Instructions for the task:
Find the lines below that contain the string "Northside". Copy each one.

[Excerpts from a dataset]
Segment Open
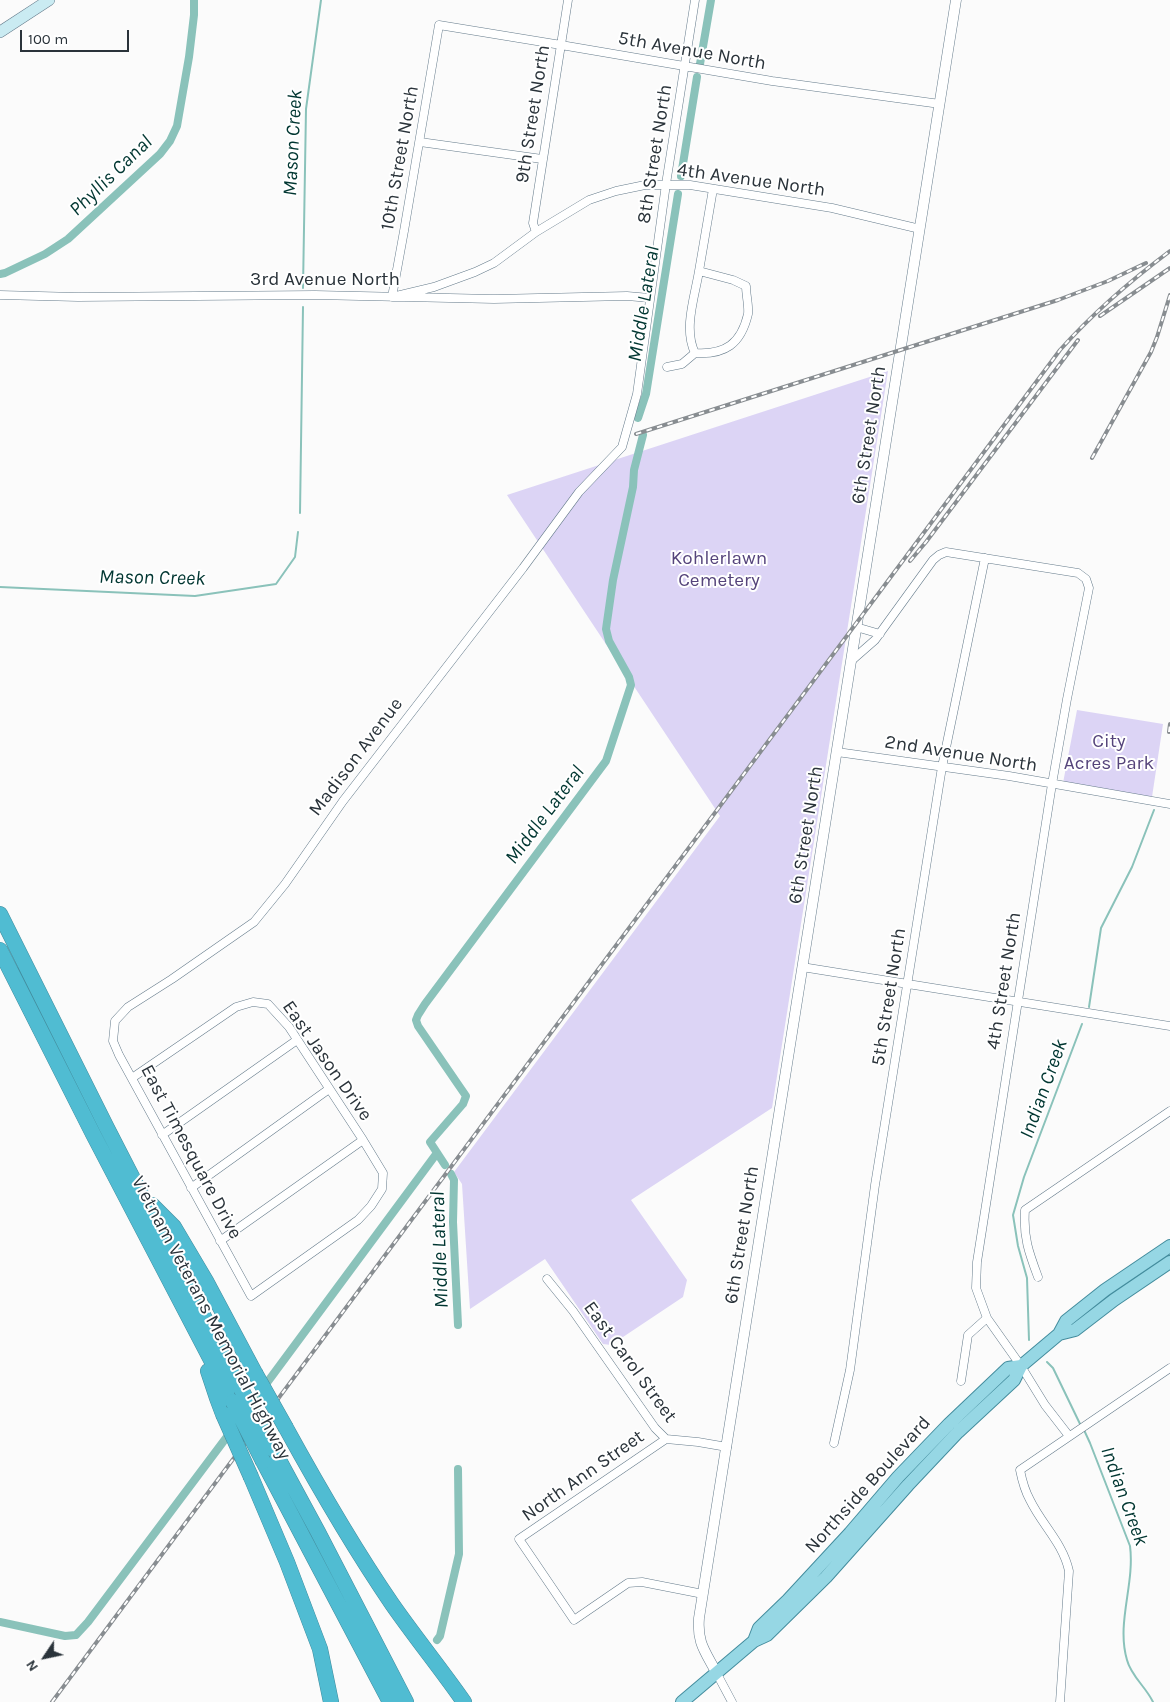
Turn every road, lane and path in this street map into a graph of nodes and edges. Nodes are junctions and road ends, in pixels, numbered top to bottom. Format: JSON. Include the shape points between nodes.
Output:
{"nodes":[{"id":1,"x":49,"y":0,"type":"edge"},
{"id":2,"x":568,"y":0,"type":"edge"},
{"id":3,"x":695,"y":0,"type":"edge"},
{"id":4,"x":956,"y":0,"type":"edge"},
{"id":5,"x":439,"y":26,"type":"joint"},
{"id":6,"x":0,"y":32,"type":"edge"},
{"id":7,"x":561,"y":45,"type":"junction"},
{"id":8,"x":684,"y":66,"type":"junction"},
{"id":9,"x":940,"y":104,"type":"junction"},
{"id":10,"x":420,"y":142,"type":"junction"},
{"id":11,"x":542,"y":159,"type":"junction"},
{"id":12,"x":666,"y":184,"type":"junction"},
{"id":13,"x":713,"y":189,"type":"junction"},
{"id":14,"x":920,"y":229,"type":"junction"},
{"id":15,"x":536,"y":232,"type":"junction"},
{"id":16,"x":699,"y":272,"type":"junction"},
{"id":17,"x":0,"y":295,"type":"edge"},
{"id":18,"x":392,"y":297,"type":"junction"},
{"id":19,"x":650,"y":298,"type":"junction"},
{"id":20,"x":695,"y":353,"type":"junction"},
{"id":21,"x":667,"y":367,"type":"dead end"},
{"id":22,"x":592,"y":478,"type":"joint"},
{"id":23,"x":984,"y":558,"type":"junction"},
{"id":24,"x":856,"y":627,"type":"junction"},
{"id":25,"x":880,"y":634,"type":"junction"},
{"id":26,"x":851,"y":661,"type":"junction"},
{"id":27,"x":837,"y":752,"type":"junction"},
{"id":28,"x":942,"y":767,"type":"junction"},
{"id":29,"x":1052,"y":784,"type":"junction"},
{"id":30,"x":1170,"y":804,"type":"edge"},
{"id":31,"x":0,"y":914,"type":"edge"},
{"id":32,"x":0,"y":950,"type":"edge"},
{"id":33,"x":802,"y":967,"type":"junction"},
{"id":34,"x":907,"y":984,"type":"junction"},
{"id":35,"x":1018,"y":1001,"type":"junction"},
{"id":36,"x":115,"y":1021,"type":"joint"},
{"id":37,"x":1170,"y":1026,"type":"edge"},
{"id":38,"x":297,"y":1040,"type":"junction"},
{"id":39,"x":132,"y":1078,"type":"junction"},
{"id":40,"x":330,"y":1089,"type":"junction"},
{"id":41,"x":1170,"y":1111,"type":"edge"},
{"id":42,"x":162,"y":1135,"type":"junction"},
{"id":43,"x":363,"y":1140,"type":"junction"},
{"id":44,"x":191,"y":1188,"type":"junction"},
{"id":45,"x":140,"y":1193,"type":"junction"},
{"id":46,"x":220,"y":1241,"type":"junction"},
{"id":47,"x":1170,"y":1246,"type":"edge"},
{"id":48,"x":1170,"y":1262,"type":"edge"},
{"id":49,"x":1038,"y":1277,"type":"dead end"},
{"id":50,"x":547,"y":1279,"type":"dead end"},
{"id":51,"x":251,"y":1296,"type":"joint"},
{"id":52,"x":987,"y":1318,"type":"junction"},
{"id":53,"x":1059,"y":1334,"type":"junction"},
{"id":54,"x":1021,"y":1366,"type":"junction"},
{"id":55,"x":1170,"y":1368,"type":"edge"},
{"id":56,"x":960,"y":1381,"type":"dead end"},
{"id":57,"x":228,"y":1408,"type":"junction"},
{"id":58,"x":1073,"y":1434,"type":"junction"},
{"id":59,"x":666,"y":1439,"type":"junction"},
{"id":60,"x":834,"y":1443,"type":"dead end"},
{"id":61,"x":727,"y":1447,"type":"junction"},
{"id":62,"x":268,"y":1455,"type":"junction"},
{"id":63,"x":703,"y":1594,"type":"junction"},
{"id":64,"x":716,"y":1672,"type":"junction"},
{"id":65,"x":331,"y":1702,"type":"edge"},
{"id":66,"x":390,"y":1702,"type":"edge"},
{"id":67,"x":406,"y":1702,"type":"edge"},
{"id":68,"x":463,"y":1702,"type":"edge"},
{"id":69,"x":682,"y":1702,"type":"edge"},
{"id":70,"x":732,"y":1702,"type":"edge"},
{"id":71,"x":1060,"y":1702,"type":"edge"}],
"edges":[{"from":1,"to":6,"type":"main road"},
{"from":2,"to":7,"type":"street","name":"9th Street North"},
{"from":3,"to":8,"type":"street","name":"8th Street North"},
{"from":4,"to":9,"type":"street","name":"6th Street North"},
{"from":5,"to":7,"type":"street","name":"5th Avenue North"},
{"from":5,"to":10,"type":"street","name":"10th Street North"},
{"from":7,"to":8,"type":"street","name":"5th Avenue North"},
{"from":7,"to":11,"type":"street","name":"9th Street North"},
{"from":8,"to":9,"type":"street","name":"5th Avenue North"},
{"from":8,"to":12,"type":"street","name":"8th Street North"},
{"from":9,"to":14,"type":"street","name":"6th Street North"},
{"from":10,"to":11,"type":"street"},
{"from":10,"to":18,"type":"street","name":"10th Street North"},
{"from":11,"to":15,"type":"street","name":"9th Street North","via":[[533,223]]},
{"from":12,"to":13,"type":"street","name":"4th Avenue North"},
{"from":12,"to":15,"type":"street","name":"4th Avenue North","via":[[645,185],[589,200]]},
{"from":12,"to":19,"type":"street","name":"8th Street North"},
{"from":13,"to":14,"type":"street","name":"4th Avenue North","via":[[832,208]]},
{"from":13,"to":16,"type":"street"},
{"from":14,"to":24,"type":"street","name":"6th Street North"},
{"from":15,"to":18,"type":"street","name":"4th Avenue North","via":[[494,263],[475,272],[434,287]]},
{"from":16,"to":20,"type":"street","via":[[691,322],[690,344]]},
{"from":16,"to":20,"type":"street","via":[[746,286],[748,312],[739,338],[724,351]]},
{"from":17,"to":18,"type":"street","name":"3rd Avenue North"},
{"from":18,"to":19,"type":"street","name":"3rd Avenue North"},
{"from":19,"to":22,"type":"street","name":"8th Street North","via":[[637,394],[626,437],[622,447]]},
{"from":20,"to":21,"type":"street","via":[[682,364]]},
{"from":22,"to":36,"type":"street","name":"Madison Avenue","via":[[349,793],[254,922],[128,1007]]},
{"from":23,"to":25,"type":"street","via":[[946,552],[940,555]]},
{"from":23,"to":28,"type":"street","name":"5th Street North"},
{"from":23,"to":29,"type":"street","name":"4th Street North","via":[[1078,573],[1086,579],[1089,588]]},
{"from":24,"to":25,"type":"street"},
{"from":24,"to":26,"type":"street","name":"6th Street North"},
{"from":25,"to":26,"type":"street"},
{"from":26,"to":27,"type":"street","name":"6th Street North"},
{"from":27,"to":28,"type":"street","name":"2nd Avenue North"},
{"from":27,"to":33,"type":"street","name":"6th Street North"},
{"from":28,"to":29,"type":"street","name":"2nd Avenue North"},
{"from":28,"to":34,"type":"street","name":"5th Street North"},
{"from":29,"to":30,"type":"street","name":"2nd Avenue North"},
{"from":29,"to":35,"type":"street","name":"4th Street North"},
{"from":31,"to":45,"type":"highway","name":"Vietnam Veterans Memorial Highway"},
{"from":32,"to":57,"type":"highway","name":"Vietnam Veterans Memorial Highway","via":[[198,1336]]},
{"from":33,"to":34,"type":"street"},
{"from":33,"to":61,"type":"street","name":"6th Street North"},
{"from":34,"to":35,"type":"street"},
{"from":34,"to":60,"type":"street","name":"5th Street North","via":[[850,1370]]},
{"from":35,"to":37,"type":"street"},
{"from":35,"to":52,"type":"street","name":"4th Street North","via":[[977,1262],[976,1288]]},
{"from":36,"to":39,"type":"street","name":"East Timesquare Drive","via":[[113,1041]]},
{"from":38,"to":39,"type":"street","name":"East Jason Drive","via":[[268,1004],[253,1002],[236,1007]]},
{"from":38,"to":40,"type":"street","name":"East Jason Drive"},
{"from":38,"to":42,"type":"street"},
{"from":39,"to":42,"type":"street","name":"East Timesquare Drive"},
{"from":40,"to":43,"type":"street","name":"East Jason Drive"},
{"from":40,"to":44,"type":"street"},
{"from":41,"to":49,"type":"street","via":[[1025,1210],[1023,1229]]},
{"from":42,"to":44,"type":"street","name":"East Timesquare Drive"},
{"from":43,"to":46,"type":"street"},
{"from":43,"to":51,"type":"street","name":"East Jason Drive","via":[[383,1174],[382,1189],[376,1199],[358,1220]]},
{"from":44,"to":46,"type":"street","name":"East Timesquare Drive"},
{"from":45,"to":62,"type":"highway","name":"Vietnam Veterans Memorial Highway","bridge":true,"via":[[241,1389]]},
{"from":45,"to":68,"type":"highway","bridge":true,"via":[[174,1227],[355,1547]]},
{"from":46,"to":51,"type":"street","name":"East Timesquare Drive"},
{"from":47,"to":53,"type":"main road","name":"Northside Boulevard","via":[[1105,1290],[1066,1321]]},
{"from":48,"to":53,"type":"main road","name":"Northside Boulevard","via":[[1075,1330]]},
{"from":50,"to":59,"type":"street","name":"East Carol Street","via":[[574,1311],[655,1428]]},
{"from":52,"to":54,"type":"street","name":"4th Street North"},
{"from":52,"to":56,"type":"street","via":[[968,1335]]},
{"from":53,"to":54,"type":"main road","name":"Northside Boulevard"},
{"from":54,"to":58,"type":"street","name":"4th Street North","via":[[1045,1405]]},
{"from":54,"to":64,"type":"main road","name":"Northside Boulevard","via":[[1008,1368],[949,1424],[759,1628],[754,1641]]},
{"from":55,"to":58,"type":"street"},
{"from":57,"to":62,"type":"highway","name":"Vietnam Veterans Memorial Highway","bridge":true},
{"from":57,"to":65,"type":"highway","bridge":true,"via":[[251,1477],[320,1649]]},
{"from":58,"to":71,"type":"street","via":[[1020,1470],[1030,1500],[1058,1542],[1069,1571]]},
{"from":59,"to":61,"type":"street","name":"East Carol Street"},
{"from":59,"to":63,"type":"street","name":"North Ann Street","via":[[519,1539],[574,1620],[628,1584],[642,1582]]},
{"from":61,"to":63,"type":"street","name":"6th Street North"},
{"from":62,"to":66,"type":"highway","name":"Vietnam Veterans Memorial Highway"},
{"from":62,"to":67,"type":"highway","via":[[318,1532]]},
{"from":63,"to":64,"type":"street","name":"6th Street North","via":[[698,1631],[700,1642]]},
{"from":64,"to":69,"type":"main road","name":"Northside Boulevard"},
{"from":64,"to":70,"type":"street"}]}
Segment Closed
Answer to this problem:
{"from":47,"to":53,"type":"main road","name":"Northside Boulevard","via":[[1105,1290],[1066,1321]]},
{"from":48,"to":53,"type":"main road","name":"Northside Boulevard","via":[[1075,1330]]},
{"from":53,"to":54,"type":"main road","name":"Northside Boulevard"},
{"from":54,"to":64,"type":"main road","name":"Northside Boulevard","via":[[1008,1368],[949,1424],[759,1628],[754,1641]]},
{"from":64,"to":69,"type":"main road","name":"Northside Boulevard"},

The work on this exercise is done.